Publisher: Routledge
ISBN: 1317565576
Category : Literary Criticism
Languages : en
Pages : 243
Book Description
This volume engages critically with the recent and ongoing consolidation of "world literature" as a paradigm of study. On the basis of an extended, active, and ultimately more literary sense of what it means to institute world literature, it views processes of institutionalization not as limitations, but as challenges to understand how literature may simultaneously function as an enabling and exclusionary world of its own. It starts from the observation that literature is never simply a given, but is always performatively and materially instituted by translators, publishers, academies and academics, critics, and readers, as well as authors themselves. This volume therefore substantiates, refines, as well as interrogates current approaches to world literature, such as those developed by David Damrosch, Pascale Casanova, and Emily Apter. Sections focus on the poetics of writers themselves, market dynamics, postcolonial negotiations of discrete archives of literature, and translation, engaging a range of related disciplines.

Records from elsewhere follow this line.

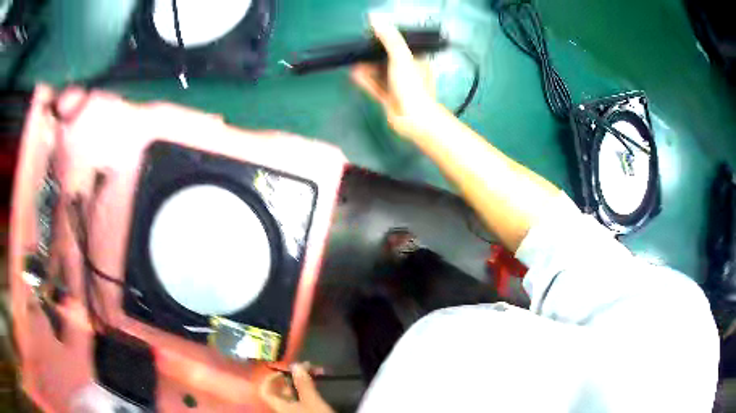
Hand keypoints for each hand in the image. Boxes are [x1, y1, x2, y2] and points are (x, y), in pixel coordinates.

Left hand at [259, 363, 333, 412]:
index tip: (284, 371)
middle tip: (303, 369)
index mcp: (279, 406)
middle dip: (290, 378)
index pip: (264, 391)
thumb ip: (303, 384)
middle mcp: (282, 409)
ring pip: (291, 396)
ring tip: (311, 375)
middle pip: (278, 392)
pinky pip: (299, 400)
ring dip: (299, 384)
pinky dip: (304, 392)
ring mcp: (292, 412)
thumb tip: (295, 365)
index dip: (270, 379)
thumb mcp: (312, 400)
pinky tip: (314, 388)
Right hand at [351, 14, 443, 140]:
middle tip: (357, 49)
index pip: (400, 46)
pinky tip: (353, 73)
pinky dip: (365, 80)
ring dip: (366, 67)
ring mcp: (398, 86)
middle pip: (387, 60)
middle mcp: (408, 73)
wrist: (413, 118)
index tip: (369, 36)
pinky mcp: (389, 99)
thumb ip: (389, 38)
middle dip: (372, 55)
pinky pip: (375, 86)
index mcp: (416, 61)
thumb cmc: (411, 85)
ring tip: (351, 60)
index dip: (385, 41)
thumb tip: (375, 18)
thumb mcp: (401, 57)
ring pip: (380, 73)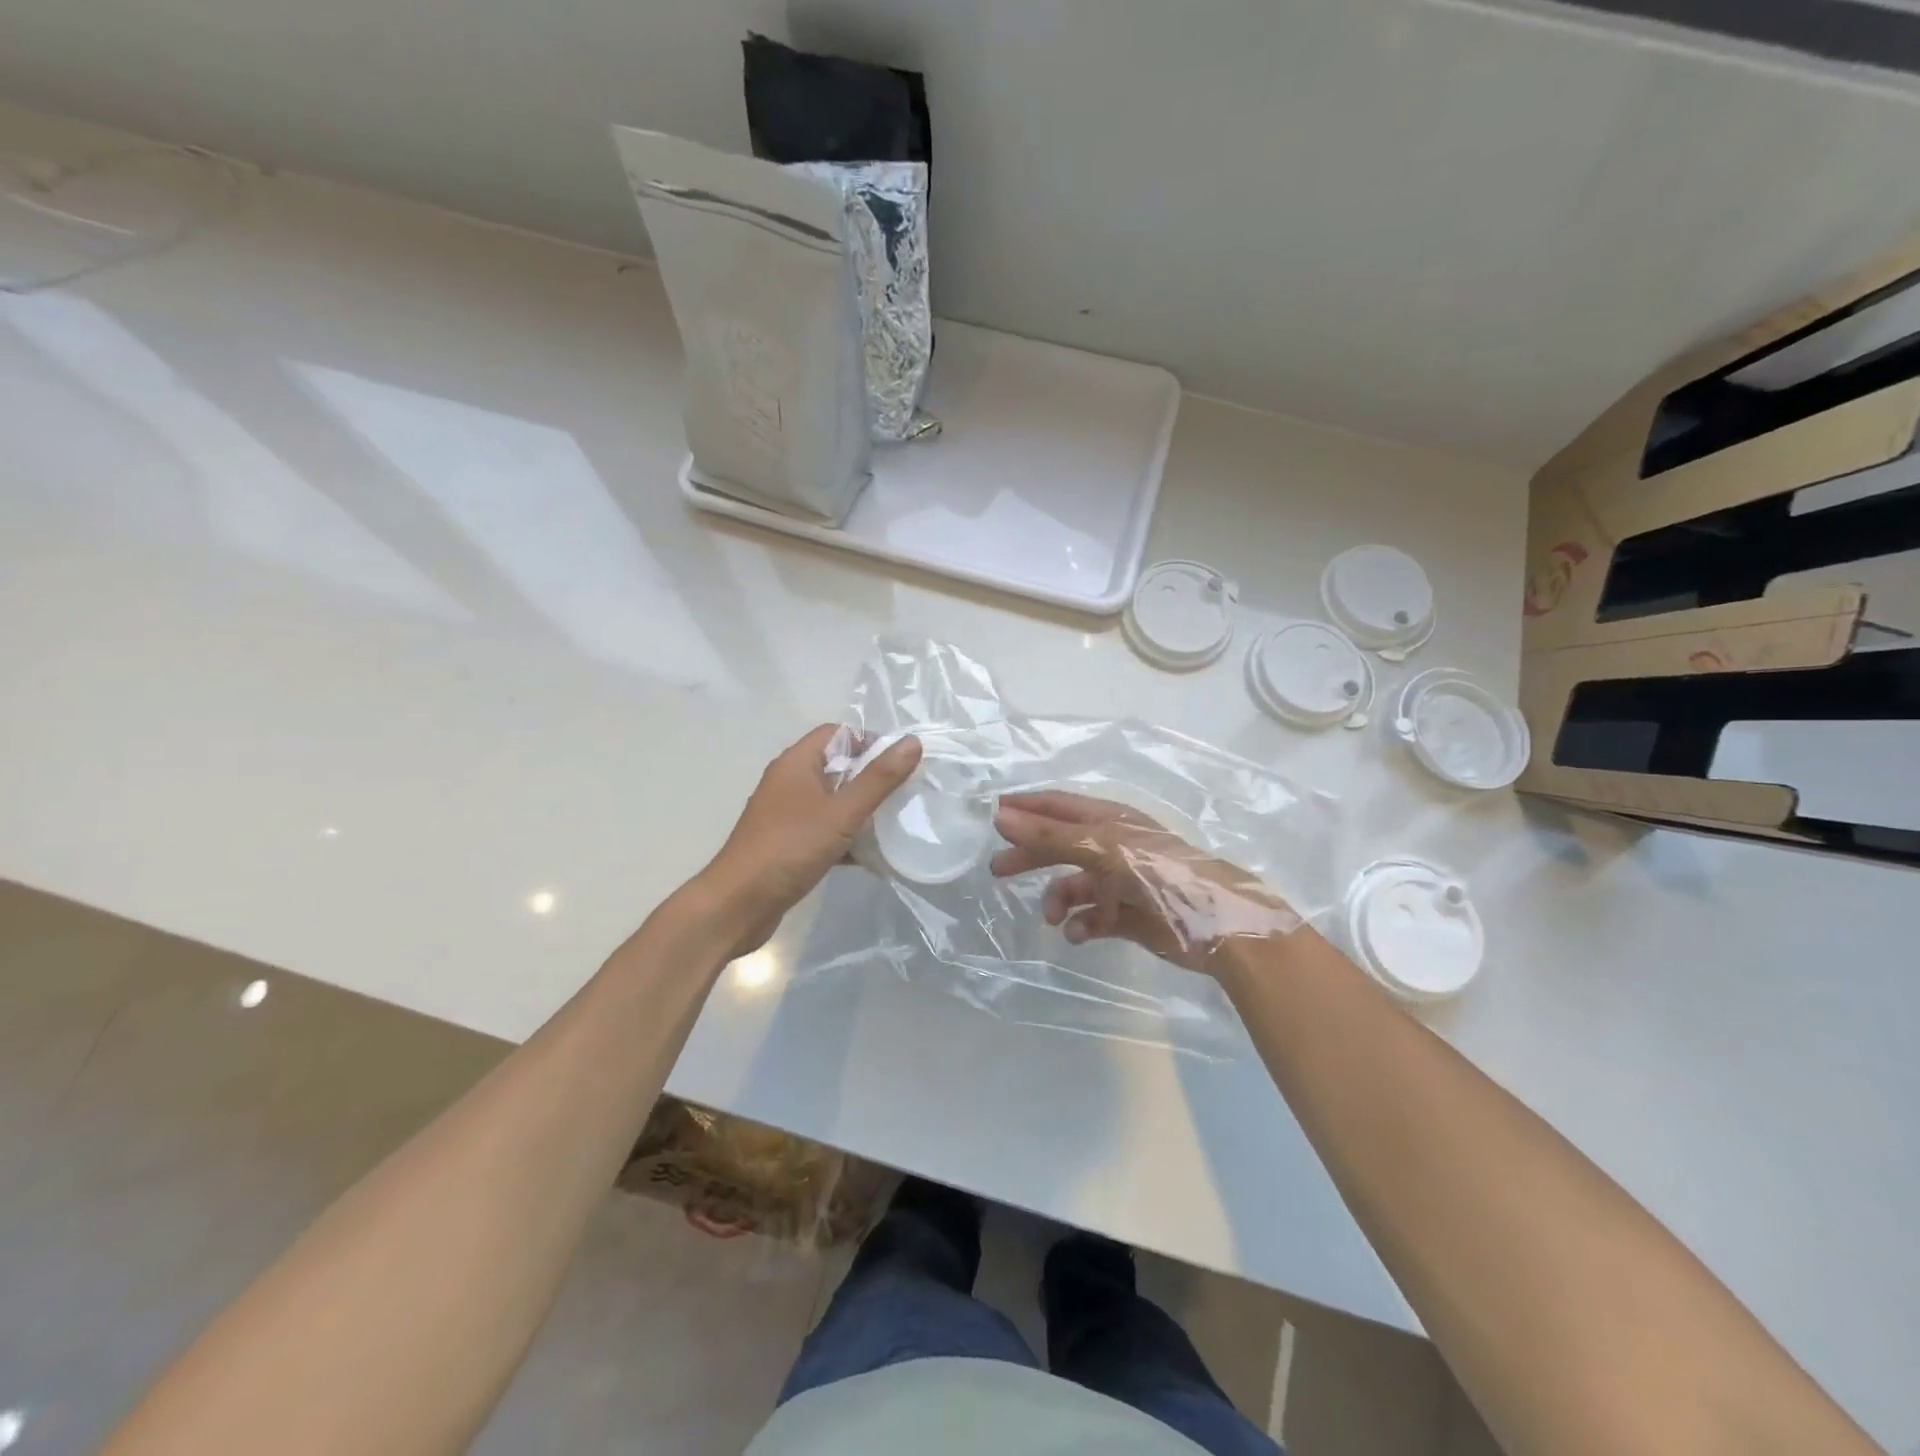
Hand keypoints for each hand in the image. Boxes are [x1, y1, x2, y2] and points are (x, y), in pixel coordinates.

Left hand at [702, 725, 922, 959]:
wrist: (738, 905)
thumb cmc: (789, 849)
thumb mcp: (841, 812)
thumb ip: (878, 779)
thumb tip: (912, 743)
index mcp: (796, 763)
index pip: (837, 733)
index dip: (869, 741)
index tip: (899, 764)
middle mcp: (789, 782)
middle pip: (837, 766)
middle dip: (871, 778)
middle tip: (904, 794)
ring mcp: (786, 815)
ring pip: (833, 801)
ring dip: (861, 811)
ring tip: (894, 824)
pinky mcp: (788, 844)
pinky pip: (825, 830)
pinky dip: (847, 839)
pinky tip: (871, 857)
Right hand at [990, 790, 1297, 975]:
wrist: (1216, 925)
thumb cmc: (1157, 872)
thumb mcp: (1101, 847)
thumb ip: (1049, 834)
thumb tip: (999, 815)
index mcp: (1109, 821)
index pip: (1059, 806)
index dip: (1027, 807)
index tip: (992, 813)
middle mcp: (1113, 847)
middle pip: (1060, 846)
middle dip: (1031, 856)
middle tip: (997, 870)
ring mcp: (1122, 882)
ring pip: (1075, 886)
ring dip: (1058, 899)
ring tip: (1052, 917)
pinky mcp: (1130, 916)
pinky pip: (1094, 918)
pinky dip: (1082, 925)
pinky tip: (1078, 934)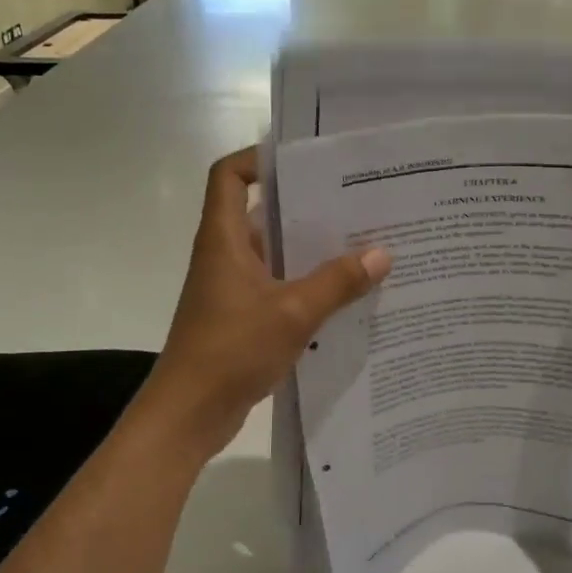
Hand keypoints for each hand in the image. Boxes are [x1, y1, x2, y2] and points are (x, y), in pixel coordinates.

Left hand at [134, 147, 390, 459]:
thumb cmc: (231, 350)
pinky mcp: (241, 316)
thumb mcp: (293, 313)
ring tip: (360, 243)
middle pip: (261, 212)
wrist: (188, 414)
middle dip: (304, 205)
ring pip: (274, 253)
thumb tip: (382, 254)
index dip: (258, 158)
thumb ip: (337, 283)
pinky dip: (305, 284)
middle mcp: (225, 255)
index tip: (304, 161)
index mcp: (224, 239)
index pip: (229, 176)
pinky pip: (277, 286)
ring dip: (310, 249)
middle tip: (354, 201)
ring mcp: (232, 288)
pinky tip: (344, 294)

The chapters contribute to a fresh understanding of how singular literary works become inserted in transnational systems and, conversely, how transnational and institutional dimensions of literature are inflected in literary works. Focusing its methodological and theoretical inquiries on a broad archive of texts spanning the triangle Europe-Latin America-Africa, the volume unsettles North America as the self-evident vantage of recent world literature debates. Because of the volume’s focus on dialogues between world literature and fields such as postcolonial studies, translation studies, book history, and transnational studies, it will be of interest to scholars and students in a range of areas.